Recorded data:
┌──

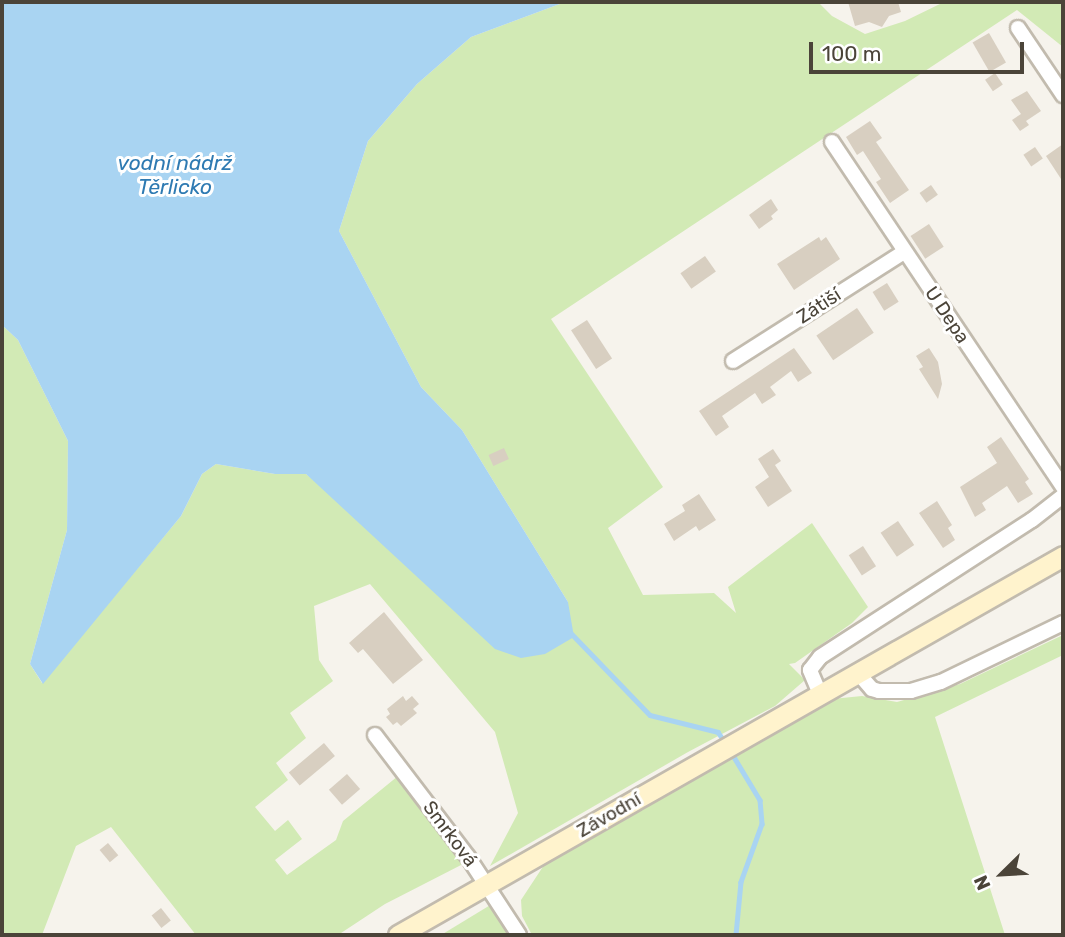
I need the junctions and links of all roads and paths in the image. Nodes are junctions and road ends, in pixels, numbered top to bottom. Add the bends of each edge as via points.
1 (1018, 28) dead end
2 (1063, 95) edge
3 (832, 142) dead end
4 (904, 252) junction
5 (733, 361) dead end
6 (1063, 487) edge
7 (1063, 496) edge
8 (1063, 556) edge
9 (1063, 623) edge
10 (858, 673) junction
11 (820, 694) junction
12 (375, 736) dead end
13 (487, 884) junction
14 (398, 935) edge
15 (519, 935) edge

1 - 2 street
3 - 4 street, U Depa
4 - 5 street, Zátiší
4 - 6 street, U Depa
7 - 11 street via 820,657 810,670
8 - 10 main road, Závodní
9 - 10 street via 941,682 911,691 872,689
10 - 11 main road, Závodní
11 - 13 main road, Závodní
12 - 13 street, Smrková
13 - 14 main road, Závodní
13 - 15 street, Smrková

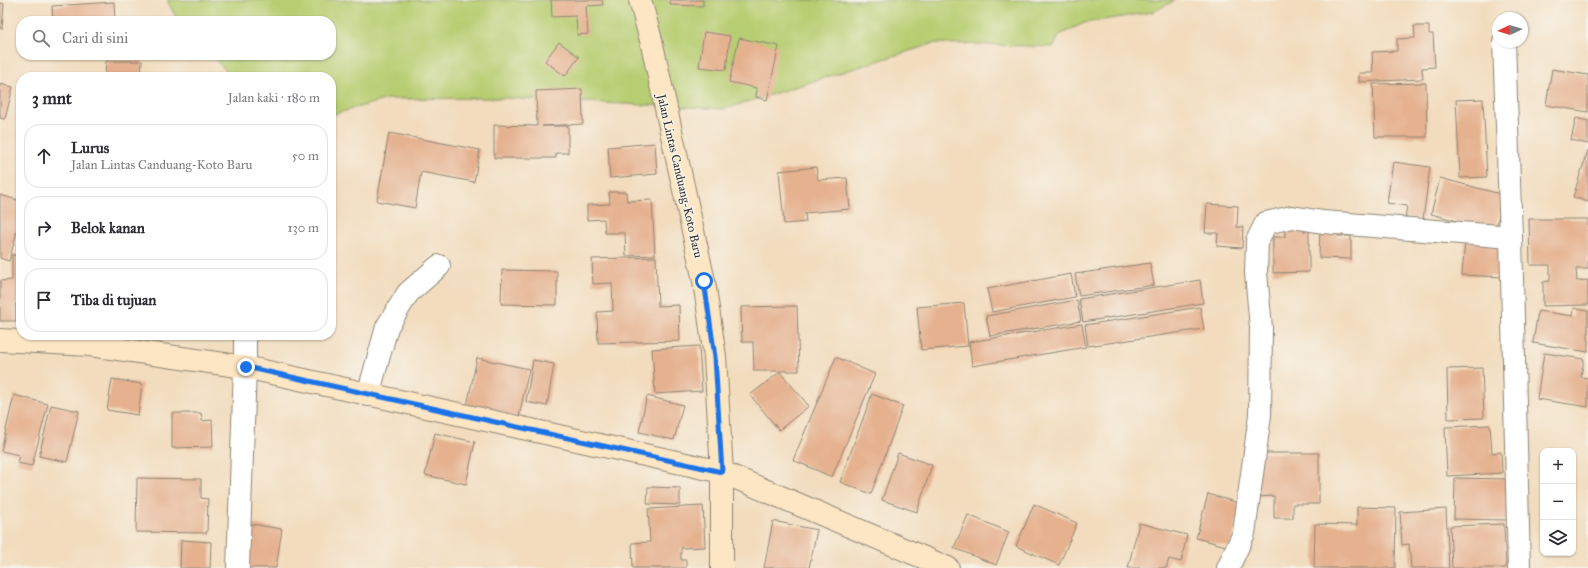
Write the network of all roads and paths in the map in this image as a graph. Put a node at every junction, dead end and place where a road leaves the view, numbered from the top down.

└──
┌──

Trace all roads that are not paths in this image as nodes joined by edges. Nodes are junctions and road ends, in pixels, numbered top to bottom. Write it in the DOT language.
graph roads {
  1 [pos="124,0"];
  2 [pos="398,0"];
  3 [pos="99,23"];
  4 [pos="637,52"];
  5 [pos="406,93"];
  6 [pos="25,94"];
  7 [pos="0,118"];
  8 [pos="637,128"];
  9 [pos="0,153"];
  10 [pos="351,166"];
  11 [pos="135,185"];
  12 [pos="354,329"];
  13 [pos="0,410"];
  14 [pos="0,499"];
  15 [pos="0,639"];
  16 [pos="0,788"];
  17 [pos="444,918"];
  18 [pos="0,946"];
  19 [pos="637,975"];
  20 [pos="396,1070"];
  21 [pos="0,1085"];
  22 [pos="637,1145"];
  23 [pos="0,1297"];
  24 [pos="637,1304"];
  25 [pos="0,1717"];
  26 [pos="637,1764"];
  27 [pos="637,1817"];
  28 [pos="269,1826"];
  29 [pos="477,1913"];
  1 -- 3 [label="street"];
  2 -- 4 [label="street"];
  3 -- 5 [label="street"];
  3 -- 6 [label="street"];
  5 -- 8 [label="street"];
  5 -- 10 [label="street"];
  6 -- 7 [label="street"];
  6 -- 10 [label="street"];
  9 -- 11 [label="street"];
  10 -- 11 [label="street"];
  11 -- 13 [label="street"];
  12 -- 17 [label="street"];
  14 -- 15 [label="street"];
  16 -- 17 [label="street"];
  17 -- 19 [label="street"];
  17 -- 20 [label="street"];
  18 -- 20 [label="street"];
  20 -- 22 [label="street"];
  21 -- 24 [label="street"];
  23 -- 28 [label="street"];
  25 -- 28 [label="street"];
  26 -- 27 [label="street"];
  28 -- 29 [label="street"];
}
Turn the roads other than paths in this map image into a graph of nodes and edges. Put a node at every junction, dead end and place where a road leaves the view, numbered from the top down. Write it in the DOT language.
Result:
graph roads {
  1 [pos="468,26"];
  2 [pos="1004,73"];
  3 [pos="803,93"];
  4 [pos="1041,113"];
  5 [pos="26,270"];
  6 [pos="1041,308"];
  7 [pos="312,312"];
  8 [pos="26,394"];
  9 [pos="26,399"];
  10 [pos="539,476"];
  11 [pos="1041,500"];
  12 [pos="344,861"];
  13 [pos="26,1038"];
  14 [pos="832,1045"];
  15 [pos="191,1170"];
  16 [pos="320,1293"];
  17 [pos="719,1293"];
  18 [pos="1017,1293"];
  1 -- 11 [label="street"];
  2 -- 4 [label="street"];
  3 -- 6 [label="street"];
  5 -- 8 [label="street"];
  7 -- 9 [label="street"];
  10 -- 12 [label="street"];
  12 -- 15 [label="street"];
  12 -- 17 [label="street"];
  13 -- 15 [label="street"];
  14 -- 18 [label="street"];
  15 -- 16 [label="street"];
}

└──
┌──

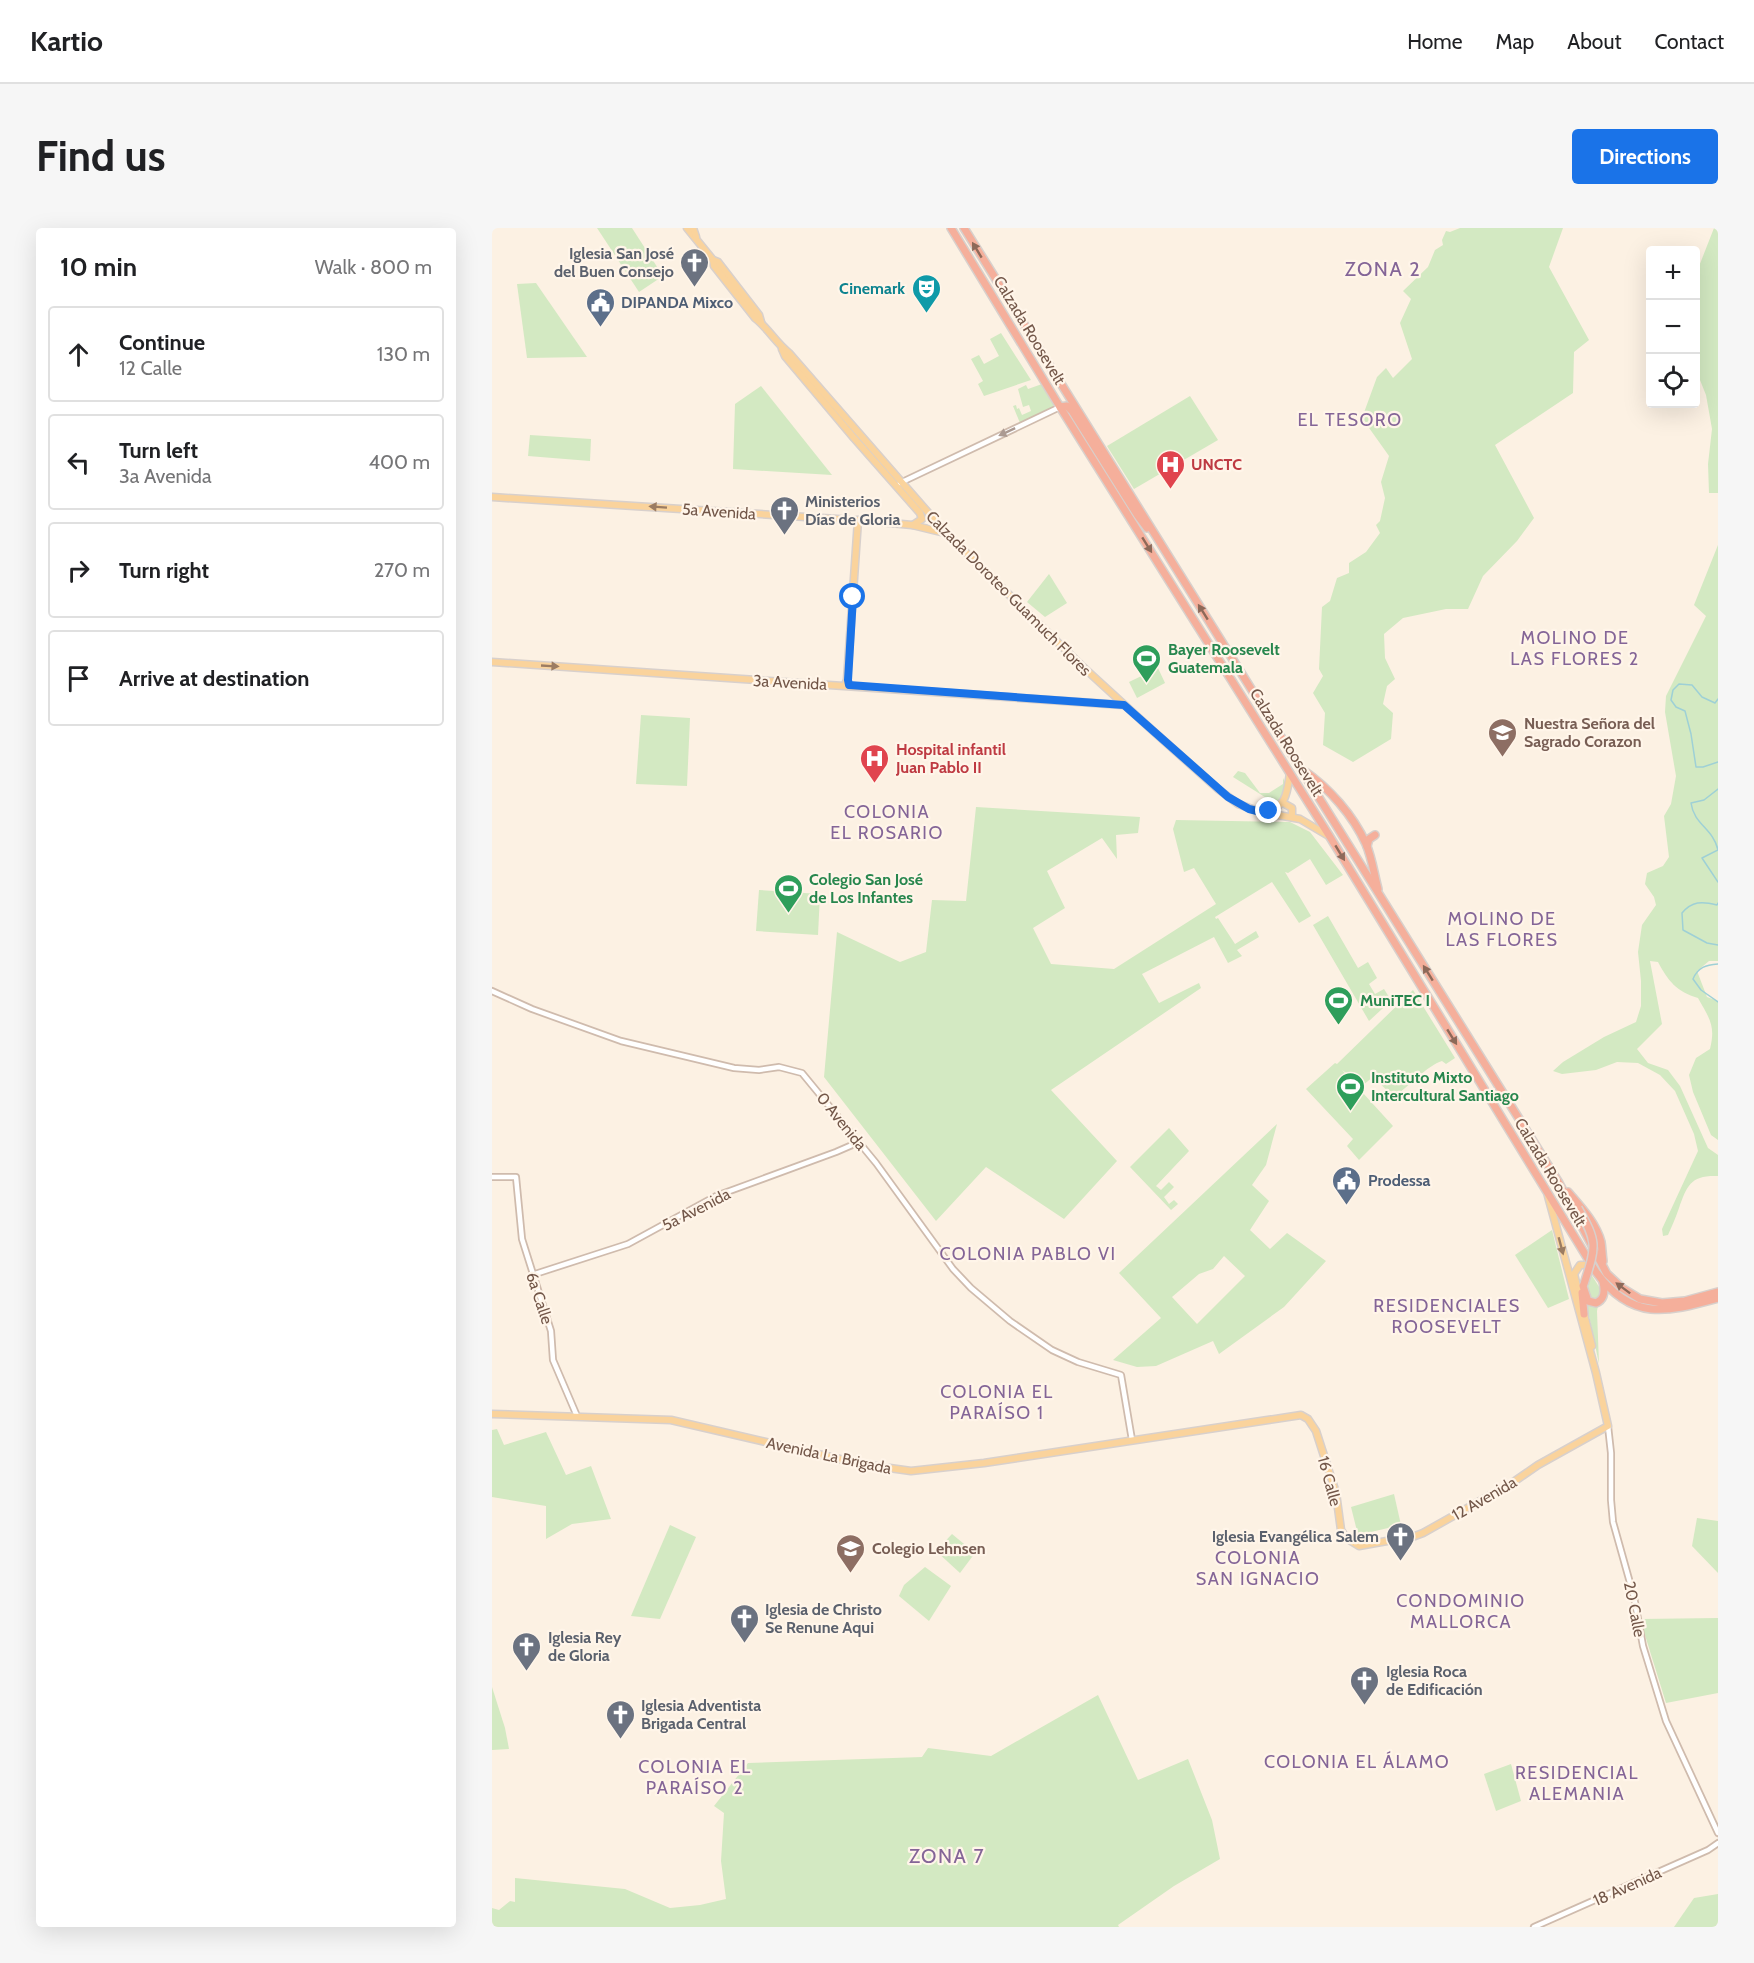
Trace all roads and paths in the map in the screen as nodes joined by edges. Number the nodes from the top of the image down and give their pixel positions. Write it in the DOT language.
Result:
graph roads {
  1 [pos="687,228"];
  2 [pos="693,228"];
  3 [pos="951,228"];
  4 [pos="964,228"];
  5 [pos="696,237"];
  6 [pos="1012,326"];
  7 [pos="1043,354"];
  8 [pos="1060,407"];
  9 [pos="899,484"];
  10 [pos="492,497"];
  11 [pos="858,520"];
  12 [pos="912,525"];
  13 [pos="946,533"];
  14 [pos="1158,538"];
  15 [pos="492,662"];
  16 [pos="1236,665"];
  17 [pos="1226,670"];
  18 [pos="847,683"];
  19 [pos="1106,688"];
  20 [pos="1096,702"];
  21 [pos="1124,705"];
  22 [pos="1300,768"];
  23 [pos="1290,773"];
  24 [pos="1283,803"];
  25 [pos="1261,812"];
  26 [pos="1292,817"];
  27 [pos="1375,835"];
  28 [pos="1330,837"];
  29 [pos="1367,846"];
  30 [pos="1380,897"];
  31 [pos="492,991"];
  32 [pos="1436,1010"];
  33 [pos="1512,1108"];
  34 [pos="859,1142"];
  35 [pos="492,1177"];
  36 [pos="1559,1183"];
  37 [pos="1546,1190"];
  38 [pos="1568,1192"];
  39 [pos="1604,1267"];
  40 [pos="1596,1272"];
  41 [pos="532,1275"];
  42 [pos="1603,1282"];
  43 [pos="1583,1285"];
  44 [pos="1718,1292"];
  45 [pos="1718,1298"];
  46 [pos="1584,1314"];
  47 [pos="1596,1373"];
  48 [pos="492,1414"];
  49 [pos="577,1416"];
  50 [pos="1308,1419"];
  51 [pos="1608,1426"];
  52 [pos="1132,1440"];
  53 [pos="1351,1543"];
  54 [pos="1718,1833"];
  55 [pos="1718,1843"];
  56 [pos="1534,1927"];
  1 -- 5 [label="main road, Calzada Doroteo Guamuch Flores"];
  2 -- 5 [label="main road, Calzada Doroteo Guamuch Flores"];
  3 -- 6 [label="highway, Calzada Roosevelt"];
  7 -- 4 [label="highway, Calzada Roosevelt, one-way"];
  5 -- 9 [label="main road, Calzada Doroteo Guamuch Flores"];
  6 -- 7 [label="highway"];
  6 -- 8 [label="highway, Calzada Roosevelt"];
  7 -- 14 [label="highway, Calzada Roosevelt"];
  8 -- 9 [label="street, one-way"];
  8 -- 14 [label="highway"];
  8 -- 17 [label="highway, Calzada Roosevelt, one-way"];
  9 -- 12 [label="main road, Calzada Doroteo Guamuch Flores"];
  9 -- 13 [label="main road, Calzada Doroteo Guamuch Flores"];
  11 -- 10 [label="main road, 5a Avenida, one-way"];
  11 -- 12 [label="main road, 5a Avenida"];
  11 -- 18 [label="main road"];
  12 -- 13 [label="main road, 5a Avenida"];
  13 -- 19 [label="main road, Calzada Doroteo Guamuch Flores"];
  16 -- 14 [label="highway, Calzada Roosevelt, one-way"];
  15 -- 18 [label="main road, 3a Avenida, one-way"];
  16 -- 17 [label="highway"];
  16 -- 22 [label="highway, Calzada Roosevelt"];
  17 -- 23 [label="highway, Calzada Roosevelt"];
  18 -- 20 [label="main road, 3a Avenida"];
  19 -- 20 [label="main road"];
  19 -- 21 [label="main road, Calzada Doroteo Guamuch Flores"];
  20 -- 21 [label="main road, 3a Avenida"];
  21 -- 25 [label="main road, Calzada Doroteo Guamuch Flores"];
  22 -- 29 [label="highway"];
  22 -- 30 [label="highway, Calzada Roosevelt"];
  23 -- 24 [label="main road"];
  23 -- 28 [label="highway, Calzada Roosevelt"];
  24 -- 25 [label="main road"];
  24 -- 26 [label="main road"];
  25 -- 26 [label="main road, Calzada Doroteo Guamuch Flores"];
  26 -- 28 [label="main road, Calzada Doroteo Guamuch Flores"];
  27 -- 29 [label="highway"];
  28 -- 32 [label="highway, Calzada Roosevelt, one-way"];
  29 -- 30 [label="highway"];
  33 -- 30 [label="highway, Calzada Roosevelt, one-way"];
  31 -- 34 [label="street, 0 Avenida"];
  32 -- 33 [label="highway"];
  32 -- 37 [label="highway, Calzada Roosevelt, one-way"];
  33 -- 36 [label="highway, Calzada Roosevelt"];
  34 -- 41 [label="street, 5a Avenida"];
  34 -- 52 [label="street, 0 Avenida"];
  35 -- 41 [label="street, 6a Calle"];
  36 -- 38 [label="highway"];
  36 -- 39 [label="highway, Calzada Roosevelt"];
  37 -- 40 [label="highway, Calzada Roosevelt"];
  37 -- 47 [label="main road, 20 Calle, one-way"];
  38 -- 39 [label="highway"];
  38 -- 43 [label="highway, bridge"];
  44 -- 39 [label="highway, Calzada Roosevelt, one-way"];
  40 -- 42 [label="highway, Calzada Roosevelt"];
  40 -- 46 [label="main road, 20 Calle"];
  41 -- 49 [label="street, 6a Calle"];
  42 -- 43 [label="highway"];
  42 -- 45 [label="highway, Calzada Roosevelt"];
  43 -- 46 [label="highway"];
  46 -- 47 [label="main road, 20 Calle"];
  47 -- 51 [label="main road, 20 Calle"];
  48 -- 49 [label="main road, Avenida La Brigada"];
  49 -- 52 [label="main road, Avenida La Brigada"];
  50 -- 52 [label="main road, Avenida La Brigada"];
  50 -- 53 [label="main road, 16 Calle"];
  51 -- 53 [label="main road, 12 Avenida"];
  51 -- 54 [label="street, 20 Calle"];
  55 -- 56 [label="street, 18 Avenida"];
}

└──

# Task objective:
Exactly the lines above, from the one containing "I need the junctions" down to the one containing "Write the network", are to be repeated, including both ends. Pictures are not part of the copy.

# Answer to this task:
I need the junctions and links of all roads and paths in the image. Nodes are junctions and road ends, in pixels, numbered top to bottom. Add the bends of each edge as via points.
1 (1018, 28) dead end
2 (1063, 95) edge
3 (832, 142) dead end
4 (904, 252) junction
5 (733, 361) dead end
6 (1063, 487) edge
7 (1063, 496) edge
8 (1063, 556) edge
9 (1063, 623) edge
10 (858, 673) junction
11 (820, 694) junction
12 (375, 736) dead end
13 (487, 884) junction
14 (398, 935) edge
15 (519, 935) edge

1 - 2 street
3 - 4 street, U Depa
4 - 5 street, Zátiší
4 - 6 street, U Depa
7 - 11 street via 820,657 810,670
8 - 10 main road, Závodní
9 - 10 street via 941,682 911,691 872,689
10 - 11 main road, Závodní
11 - 13 main road, Závodní
12 - 13 street, Smrková
13 - 14 main road, Závodní
13 - 15 street, Smrková

Write the network of all roads and paths in the map in this image as a graph. Put a node at every junction, dead end and place where a road leaves the view, numbered from the top down.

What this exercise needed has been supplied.